Kospi Sinks 5.6%, Nikkei Falls 1.1%, Hang Seng Bucks Trend as Iran Strikes Lift Oil
Asian markets tumbled Monday, July 13, led by a plunge in South Korean shares, after U.S. Central Command carried out a fresh wave of strikes on Iran over the weekend and Tehran’s Revolutionary Guard again declared the Strait of Hormuz closed, according to closing levels from the region’s exchanges. The escalation drove oil sharply higher, revived inflation fears days before a key U.S. inflation report, and sent investors out of the chip stocks that had powered the region’s rally.
South Korea took the hardest hit. The Kospi sank about 5.6 percent to 7,060.69, its lowest level since May 4, after falling as much as 7 percent intraday. The rout centered on memory-chip makers: SK Hynix dropped 10.6 percent in Seoul, unwinding part of the euphoria from its Nasdaq debut Friday, when its American depositary shares jumped 13 percent after the company raised roughly $26.5 billion at $149 each. Larger rival Samsung Electronics fell 6.7 percent, as profit-taking deepened worries about how durable the artificial-intelligence memory boom really is. Bucking the slide, LG Electronics rose more than 5 percent on a Seoul Economic Daily report that it will build AI server racks for Nvidia.

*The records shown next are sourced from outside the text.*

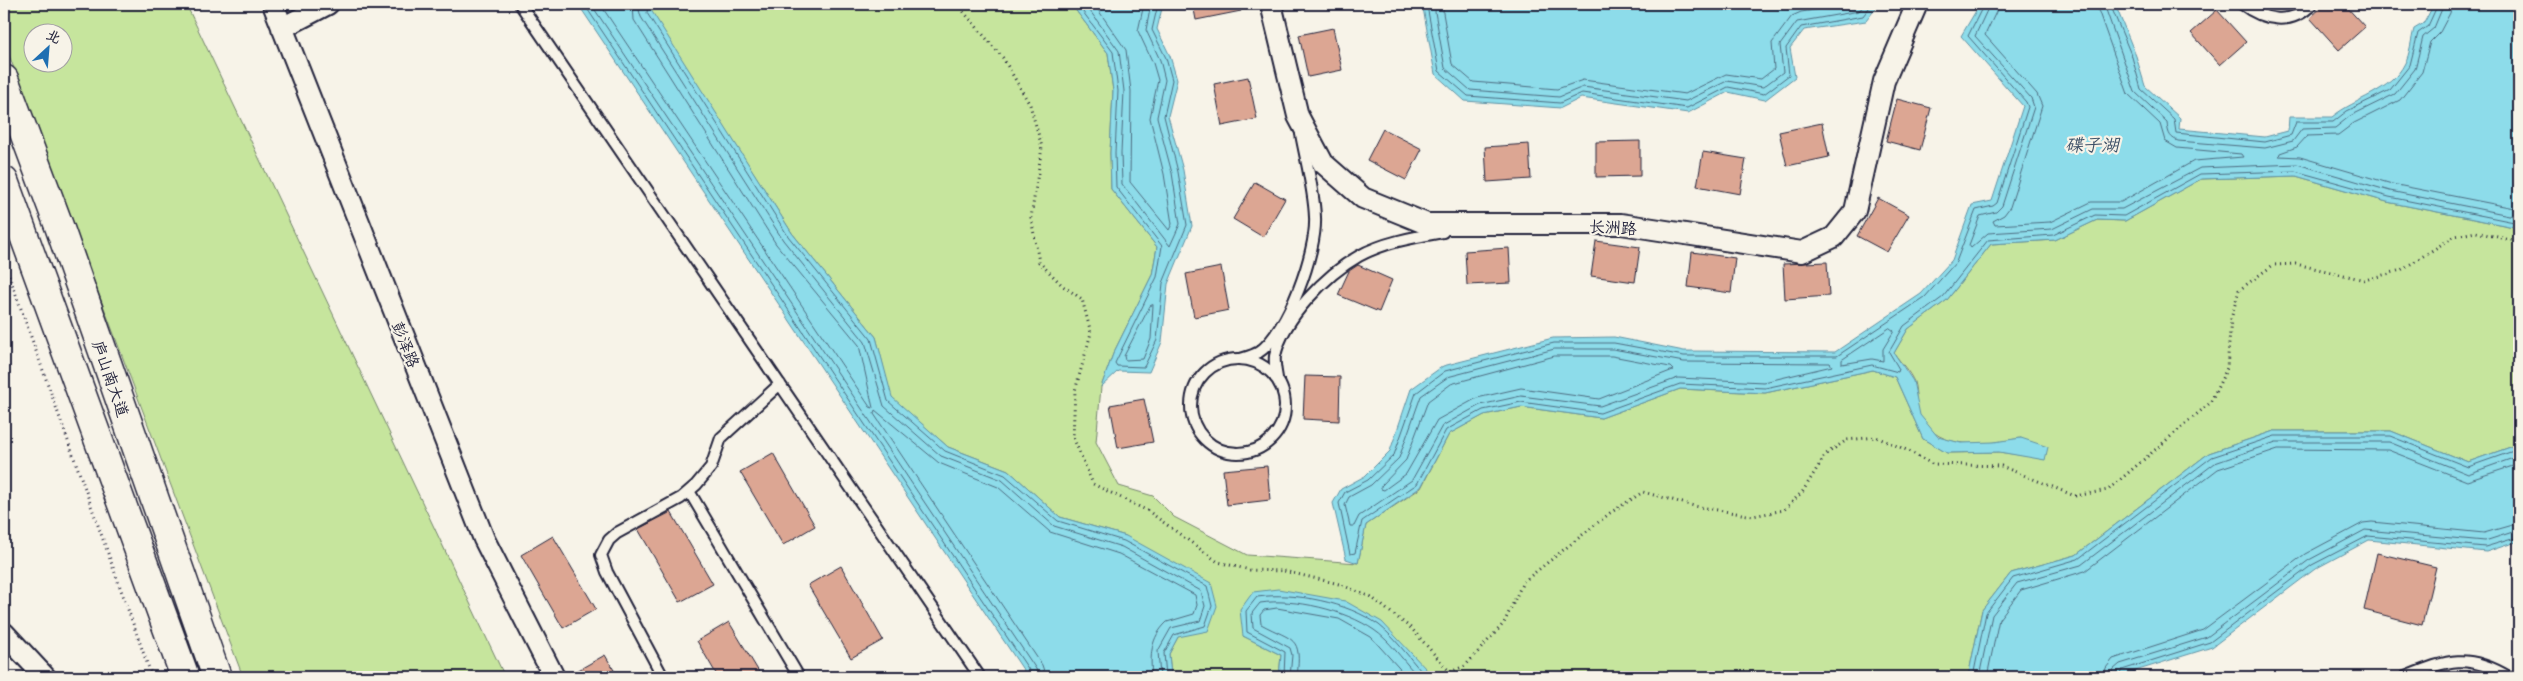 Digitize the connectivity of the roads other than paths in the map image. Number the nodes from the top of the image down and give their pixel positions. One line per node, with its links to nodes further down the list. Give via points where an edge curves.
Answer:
1 (273, 4): 8 (street, 彭泽路)
2 (328, 4): 8 (street)
3 (520, 4): 15 (lane)
4 (1270, 4): 10 (street, 长洲路)
5 (1917, 4): 12 (street, 长洲路, via 1884,81 1855,211 1834,237 1802,252 1621,224)
6 (2242, 4): 7 (lane, via 2264,18 2288,19 2304,12)
7 (2312, 4)
8 (282, 28): 21 (street, 彭泽路, via 484,539)
9 (4, 79): 20 (highway, 庐山南大道)
10 (1298, 116): 12 (street, 长洲路, via 1323,162 1363,198 1427,224); 13 (lane, via 1315,217 1313,248 1304,277 1276,332 1259,352)
11 (4, 181): 19 (highway, 庐山南大道)
12 (1482, 224): 14 (lane, via 1405,239 1360,256 1327,278 1304,302 1285,332 1275,356)
13 (1241, 359): 14 (lane, via 1256,362); 14 (lane, via 1220,362 1206,370 1193,389 1193,419 1203,438 1222,450 1244,453 1268,443 1283,424 1286,407)
14 (1277, 378)
15 (780, 384): 16 (lane, via 721,438 711,467); 24 (lane)
16 (689, 491): 22 (lane, via 617,533 601,555); 23 (lane)
17 (4, 633): 18 (street)
18 (46, 677)
19 (185, 677)
20 (217, 677)
21 (554, 677)
22 (664, 677)
23 (800, 677)
24 (980, 677)
25 (2405, 677): 26 (lane, via 2436,665 2469,660)
26 (2509, 677) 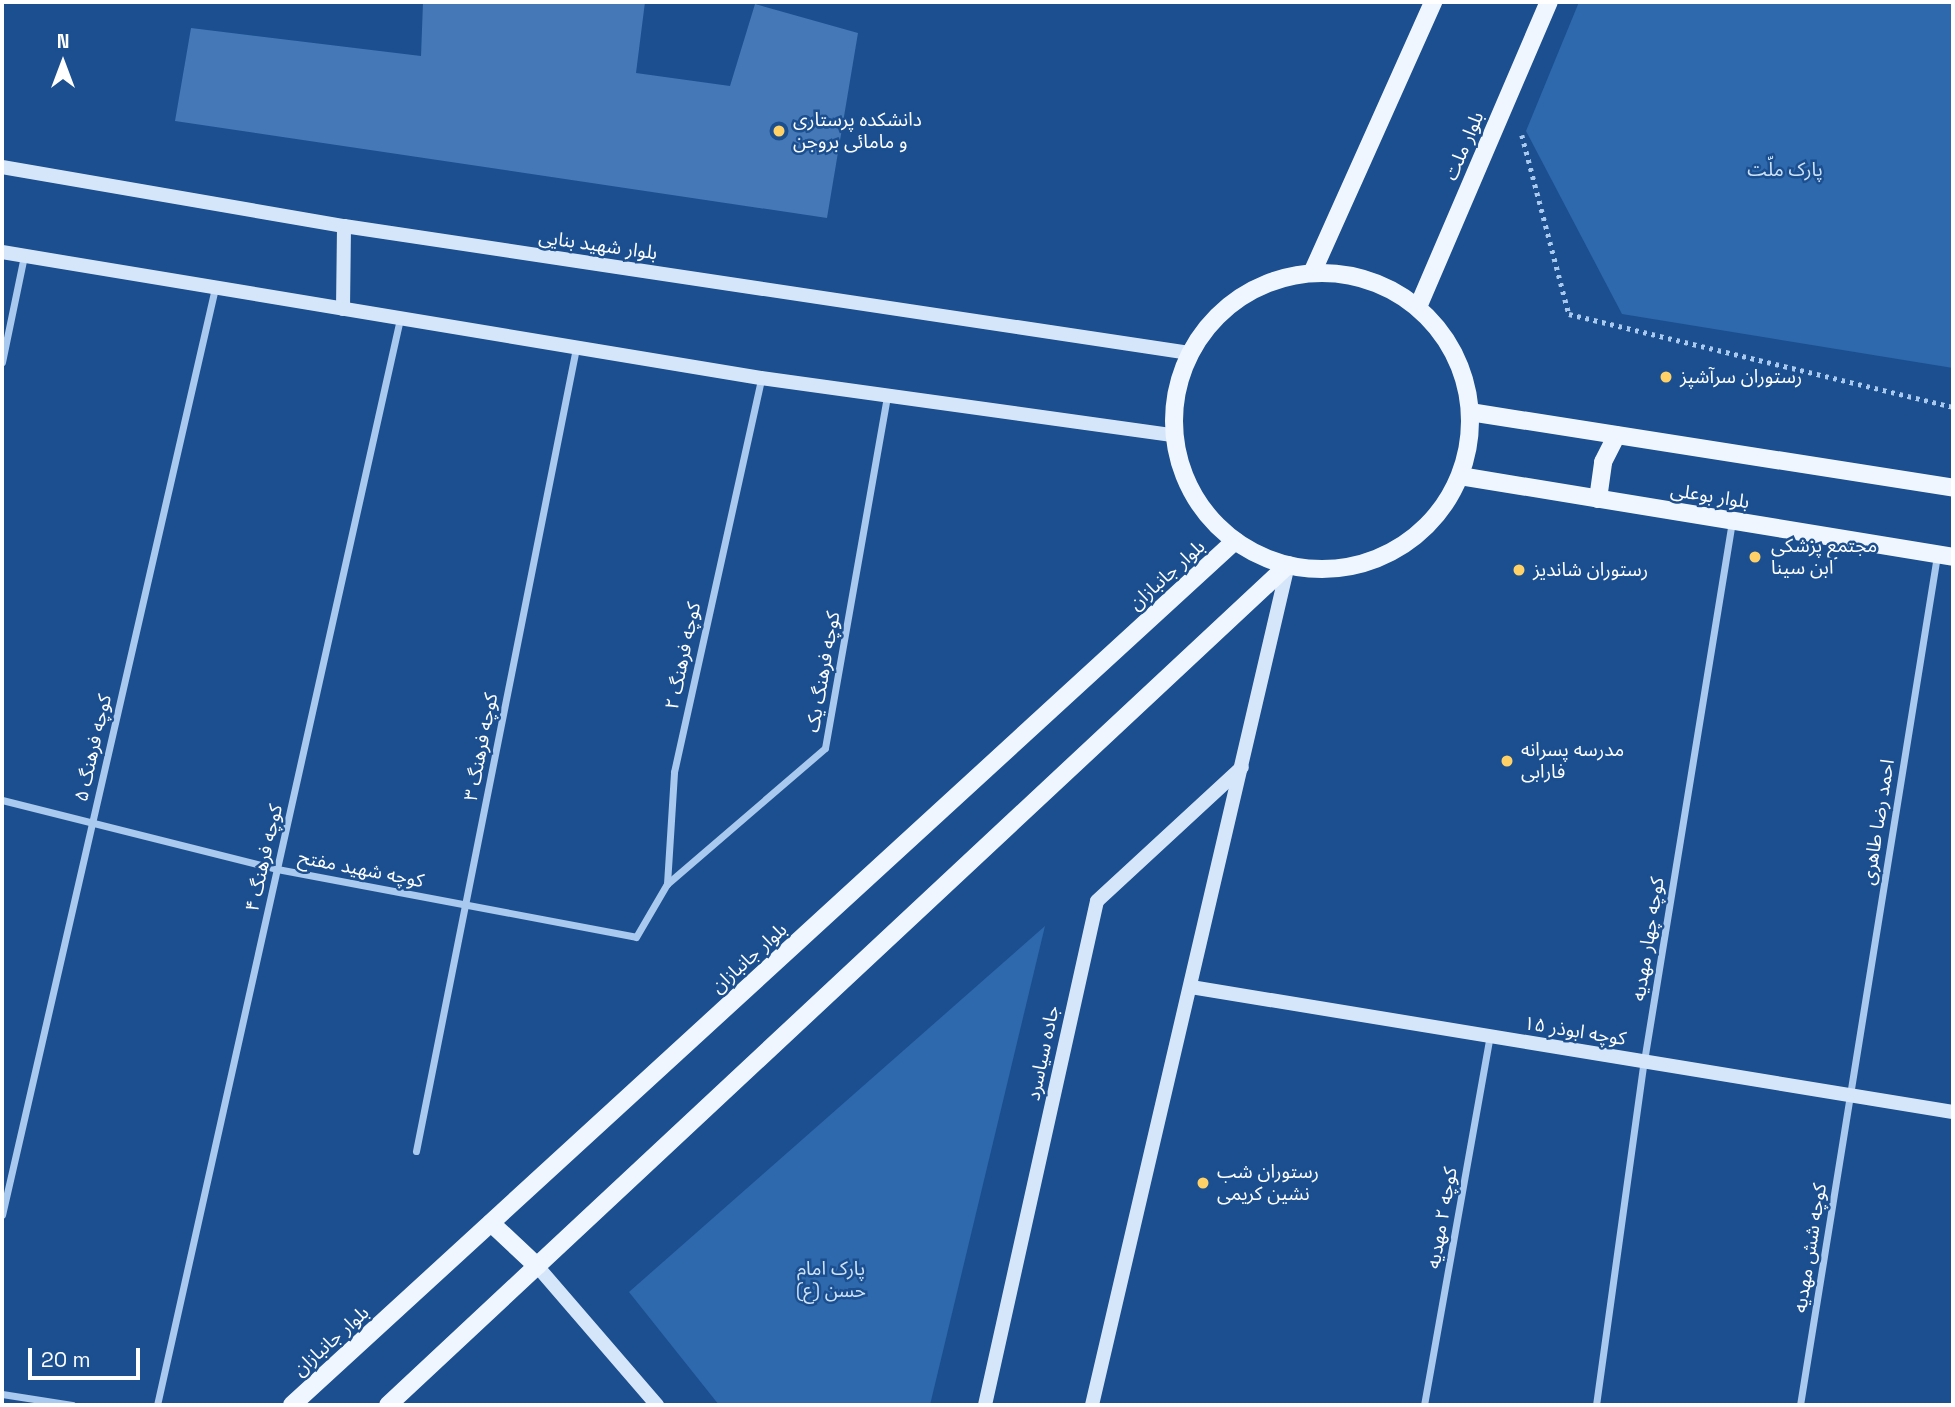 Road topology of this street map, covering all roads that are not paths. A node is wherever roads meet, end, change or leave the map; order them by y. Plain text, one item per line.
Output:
1 (1433, 2) edge
2 (1549, 2) edge
3 (2, 167) edge
4 (344, 226) junction
5 (2, 252) edge
6 (24, 256) junction
7 (1312, 273) junction
8 (215, 288) junction
9 (1418, 307) junction
10 (343, 309) junction
11 (400, 318) junction
12 (576, 348) junction
13 (1190, 352) junction
14 (2, 362) edge
15 (761, 379) junction
16 (887, 396) junction
17 (1470, 412) junction
18 (1174, 435) junction
19 (1617, 435) junction
20 (1460, 476) junction
21 (1953, 488) edge
22 (1598, 499) junction
23 (1732, 521) junction
24 (1235, 541) junction
25 (1945, 555) edge
26 (1288, 565) junction
27 (1242, 767) junction
28 (2, 800) edge
29 (92, 823) junction
30 (278, 869) junction
31 (667, 884) junction
32 (467, 905) junction
33 (636, 937) joint
34 (1191, 988) junction
35 (1490, 1036) junction
36 (1644, 1061) junction
37 (1850, 1095) junction
38 (1953, 1112) edge
39 (416, 1151) dead end
40 (2, 1215) edge
41 (491, 1223) junction
42 (537, 1266) junction
43 (2, 1394) edge
44 (1093, 1403) edge
45 (72, 1405) edge
46 (157, 1405) edge
47 (292, 1405) edge
48 (388, 1405) edge
49 (657, 1405) edge
50 (985, 1405) edge
51 (1424, 1405) edge
52 (1596, 1405) edge
53 (1800, 1405) edge

1 - 7 main road
2 - 9 main road, بلوار ملت
3 - 4 main road, بلوار شهید بنایی
4 - 10 main road
4 - 13 main road, بلوار شهید بنایی
5 - 6 main road
6 - 8 main road
6 - 14 street
7 - 9 main road
7 - 13 main road
8 - 10 main road
8 - 29 street, کوچه فرهنگ ۵
9 - 17 main road
10 - 11 main road
11 - 12 main road
11 - 30 street, کوچه فرهنگ ۴
12 - 15 main road
12 - 32 street, کوچه فرهنگ ۳
13 - 18 main road
15 - 16 main road
15 - 31 street, کوچه فرهنگ ۲
16 - 18 main road
16 - 31 street, کوچه فرهنگ یک
17 - 19 main road
17 - 20 main road
18 - 24 main road
19 - 21 main road
19 - 22 main road
20 - 22 main road, بلوار بوعلی
20 - 26 main road
22 - 23 main road, بلوار بوعلی
23 - 25 main road, بلوار بوعلی
23 - 36 street, کوچه چهار مهدیه
24 - 26 main road
24 - 41 main road, بلوار جانبازان
25 - 37 street, احمد رضا طاهری
26 - 27 main road
26 - 42 main road
27 - 34 main road
27 - 50 main road, جاده سیاسرد
28 - 29 street, کوچه شهید مفتح
29 - 30 street, کوچه شهید مفتح
29 - 40 street, کوچه فرهنگ ۵
30 - 32 street, کوچه شهید مفتح
30 - 46 street, کوچه فرهنگ ۴
31 - 33 street, کوچه فرهنگ ۲
32 - 33 street, کوچه شهید مفتح
32 - 39 street, کوچه فرهنگ ۳
34 - 35 main road, کوچه ابوذر ۱۵
34 - 44 main road
35 - 36 main road, کوچه ابوذر ۱۵
35 - 51 street, کوچه ۲ مهدیه
36 - 37 main road, کوچه ابوذر ۱۵
36 - 52 street, کوچه چهار مهدیه
37 - 38 main road, کوچه ابوذر ۱۵
37 - 53 street, کوچه شش مهدیه
41 - 42 main road
41 - 47 main road, بلوار جانبازان
42 - 48 main road
42 - 49 main road
43 - 45 street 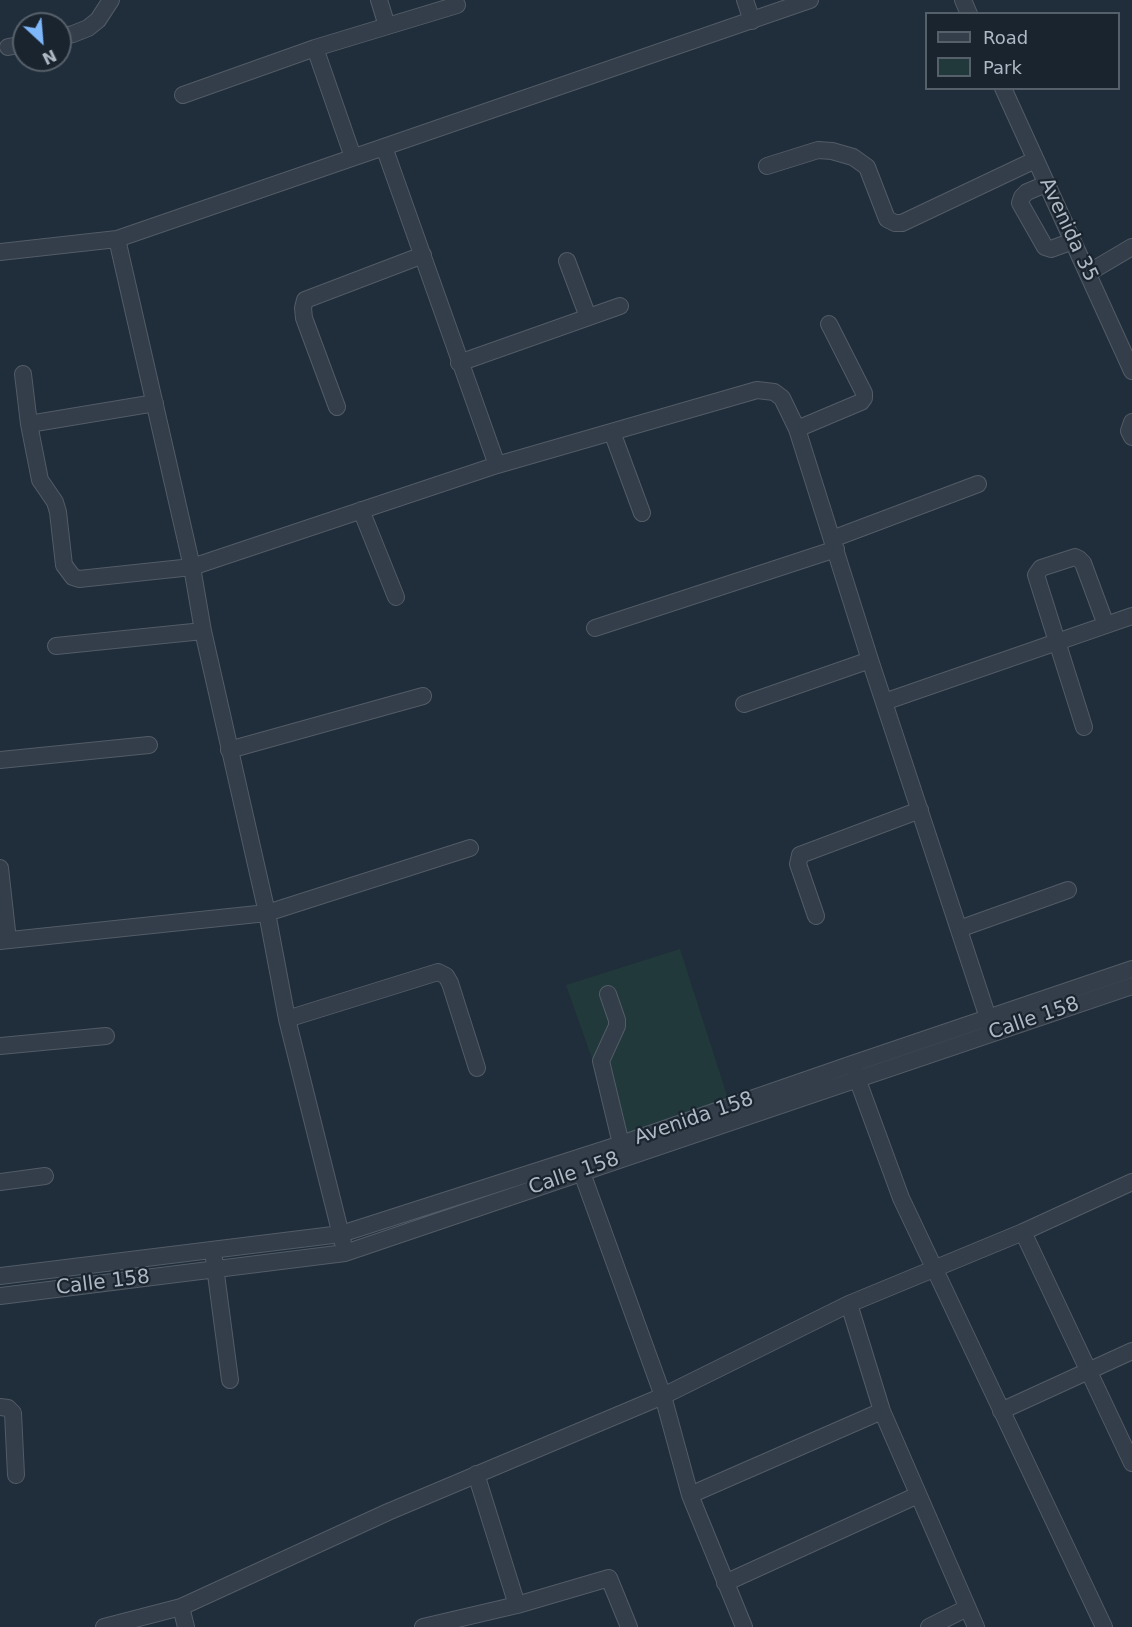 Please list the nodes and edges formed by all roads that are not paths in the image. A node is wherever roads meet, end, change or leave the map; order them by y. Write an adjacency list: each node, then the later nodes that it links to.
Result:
1 (111, 0): 8 (street)
2 (379, 0): 7 (street)
3 (745, 0): 6 (street)
4 (810, 0): 6 (street)
5 (457, 5): 7 (street)
6 (752, 21): 12 (street)
7 (387, 26): 9 (street)
8 (72, 34)
9 (315, 48): 11 (street); 13 (street)
10 (1004, 90): 14 (street, Avenida 35)
11 (183, 95)
12 (384, 147): 13 (street); 21 (street)
13 (353, 157): 17 (street)
14 (1035, 160): 15 (street); 16 (street, Avenida 35)
15 (767, 166)
16 (1046, 184): 18 (street, Avenida 35); 18 (street)
17 (117, 239): 20 (street); 30 (street)
18 (1073, 241): 23 (street, Avenida 35)
19 (1132, 247): 23 (street)
20 (0, 252)
21 (423, 255): 27 (street); 31 (street)
22 (567, 261): 25 (street)
23 (1088, 273): 28 (street, Avenida 35)
24 (620, 306): 25 (street)
25 (588, 317): 27 (street)
26 (829, 324): 34 (street)
27 (459, 363): 37 (street)
28 (1132, 371)
29 (23, 374): 33 (street)
30 (155, 404): 33 (street); 42 (street)
31 (337, 407)
32 (1132, 422): 36 (street)
33 (29, 424): 42 (street)
34 (797, 429): 35 (street); 41 (street)
35 (612, 432): 37 (street); 40 (street)
36 (1132, 437)
37 (497, 465): 39 (street)
38 (978, 484): 41 (street)
39 (362, 510): 42 (street); 43 (street)
40 (642, 513)
41 (834, 544): 46 (street); 50 (street)
42 (192, 567): 47 (street)
43 (396, 597)
44 (1132, 616): 45 (street)
45 (1106, 625): 48 (street); 48 (street)
46 (595, 628)
47 (203, 631): 49 (street); 56 (street)
48 (1057, 642): 52 (street); 54 (street)
49 (56, 646)
50 (870, 660): 52 (street); 53 (street)
51 (423, 696): 56 (street)
52 (884, 702): 58 (street)
53 (744, 704)
54 (1083, 727)
55 (149, 745): 57 (street)
56 (229, 750): 62 (street)
57 (0, 760)
58 (920, 810): 63 (street); 64 (street)
59 (470, 848): 62 (street)
60 (0, 868): 65 (street)
61 (1068, 890): 64 (street)
62 (267, 913): 65 (street); 69 (street)
63 (816, 916)
64 (959, 929): 70 (street)
65 (4, 941)
66 (1132, 969): 70 (street, Avenida 158)
67 (1132, 986): 70 (street, Calle 158)
68 (608, 994): 75 (street)
69 (287, 1019): 73 (street); 81 (street)
70 (991, 1025): 74 (street, Avenida 158)
71 (106, 1036): 72 (street)
72 (0, 1046)
73 (477, 1068)
74 (855, 1071): 75 (street, Avenida 158); 76 (street, Calle 158); 84 (street)
75 (621, 1144): 76 (street, Avenida 158)
76 (579, 1165): 81 (street, Avenida 158); 83 (street, Calle 158); 92 (street)
77 (45, 1176): 78 (street)
78 (0, 1182)
79 (1132, 1182): 80 (street)
80 (1023, 1232): 84 (street); 90 (street)
81 (341, 1234): 82 (street, Avenida 158); 83 (street)
82 (213, 1250): 85 (street); 86 (street, Avenida 158)
83 (345, 1253): 85 (street, Calle 158)
84 (933, 1268): 88 (street); 95 (street)
85 (215, 1269): 87 (street, Calle 158); 91 (street)
86 (0, 1276)
87 (0, 1296)
88 (849, 1304): 92 (street); 94 (street)
89 (1132, 1351): 90 (street)
90 (1089, 1372): 95 (street); 96 (street)
91 (230, 1380)
92 (663, 1396): 97 (street); 99 (street)
93 (0, 1407): 98 (street)
94 (882, 1411): 99 (street); 100 (street)
95 (1001, 1411): 112 (street)
96 (1131, 1457)
97 (476, 1474): 102 (street); 103 (street)
98 (15, 1475)
99 (690, 1495): 101 (street)
100 (918, 1496): 101 (street); 104 (street)
101 (725, 1583): 109 (street)
102 (517, 1605): 107 (street); 108 (street)
103 (181, 1607): 105 (street); 106 (street)
104 (967, 1608): 110 (street); 111 (street)
105 (104, 1627)
106 (186, 1627)
107 (423, 1627)
108 (629, 1627)
109 (744, 1627)
110 (929, 1627)
111 (976, 1627)
112 (1104, 1627)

Japan followed the risk-off tone. The Nikkei 225 lost 1.1 percent to 67,786.86 as rising energy costs clouded the outlook just as earnings season opened, while the broader Topix slipped 0.52 percent. Australia’s S&P/ASX 200 eased 0.3 percent to 8,777.00.
Greater China split from the region. Mainland shares fell, with the Shanghai Composite down about 1.2 percent to 3,947.34 and the CSI 300 off 0.64 percent, dragged by consumer and tech names including BYD, which lost 3.2 percent. Energy producers went the other way as crude climbed: PetroChina rose 0.9 percent and CNOOC gained 2.2 percent, after Beijing reportedly urged major refiners to keep fuel output high to protect energy security against any disruption to Persian Gulf shipments. Hong Kong’s Hang Seng Index was the region’s outlier, edging higher to around 24,202, extending a recent run of outperformance by Chinese equities.
The driver was the weekend’s sharp military escalation. U.S. Central Command struck dozens of Iranian targets across several waves after an Iranian attack on a container ship in the strait, and Tehran retaliated against U.S. facilities in multiple Gulf states, hitting Qatar and the United Arab Emirates for the first time in months and firing ballistic missiles at Jordan. President Donald Trump disputed Iran’s closure claim on Sunday, saying the waterway remained open to commercial traffic even as roughly 20 vessels were reported to have transited under U.S. coordination.
Oil surged on the uncertainty. Brent crude gained 3.9 percent to $78.96 a barrel and U.S. West Texas Intermediate added 4 percent to $74.26, unwinding the drop that had followed last month’s interim truce. Gold slid more than 1 percent and the dollar firmed as traders priced in a firmer rate path, the same mechanism pressuring metals all year: higher oil feeds inflation, which lifts real yields and pushes the Federal Reserve toward keeping policy tight.
Strategists framed the selloff as risk-off but contained. Ben Emons, founder of Fed Watch Advisors, wrote that the strait closure would hang over the market with a cautious tone, but said the week’s focus would also turn to inflation data, Fed testimony and bank earnings. Goldman Sachs economists expect U.S. core consumer prices to ease to 2.8 percent year-over-year in June, while Standard Chartered reiterated that gold remains its preferred hedge against geopolitical risk, noting U.S. real yields near their highest since 2008 and forecasting the Fed to hold rates through 2026.
The week ahead sets up as pivotal. U.S. June CPI lands Tuesday at 8:30 a.m. Eastern, the last major inflation read before the July 29 Fed decision, followed 90 minutes later by Chair Kevin Warsh’s first congressional testimony since taking office. Earnings season also opens in force, with JPMorgan Chase, Goldman Sachs, Morgan Stanley, Bank of America, Citigroup and Wells Fargo among 28 S&P 500 companies reporting. U.S. futures pointed lower as Asia closed, with Dow Jones Industrial Average futures down 229 points, or 0.43 percent, S&P 500 futures off 0.58 percent and Nasdaq-100 futures down 1.37 percent.
For Asian investors, the message from Monday’s tape was that the market’s assumption the Gulf skirmishes would stay contained is being tested, and that the chip trade underpinning the region’s gains is the first thing sold when that assumption wobbles.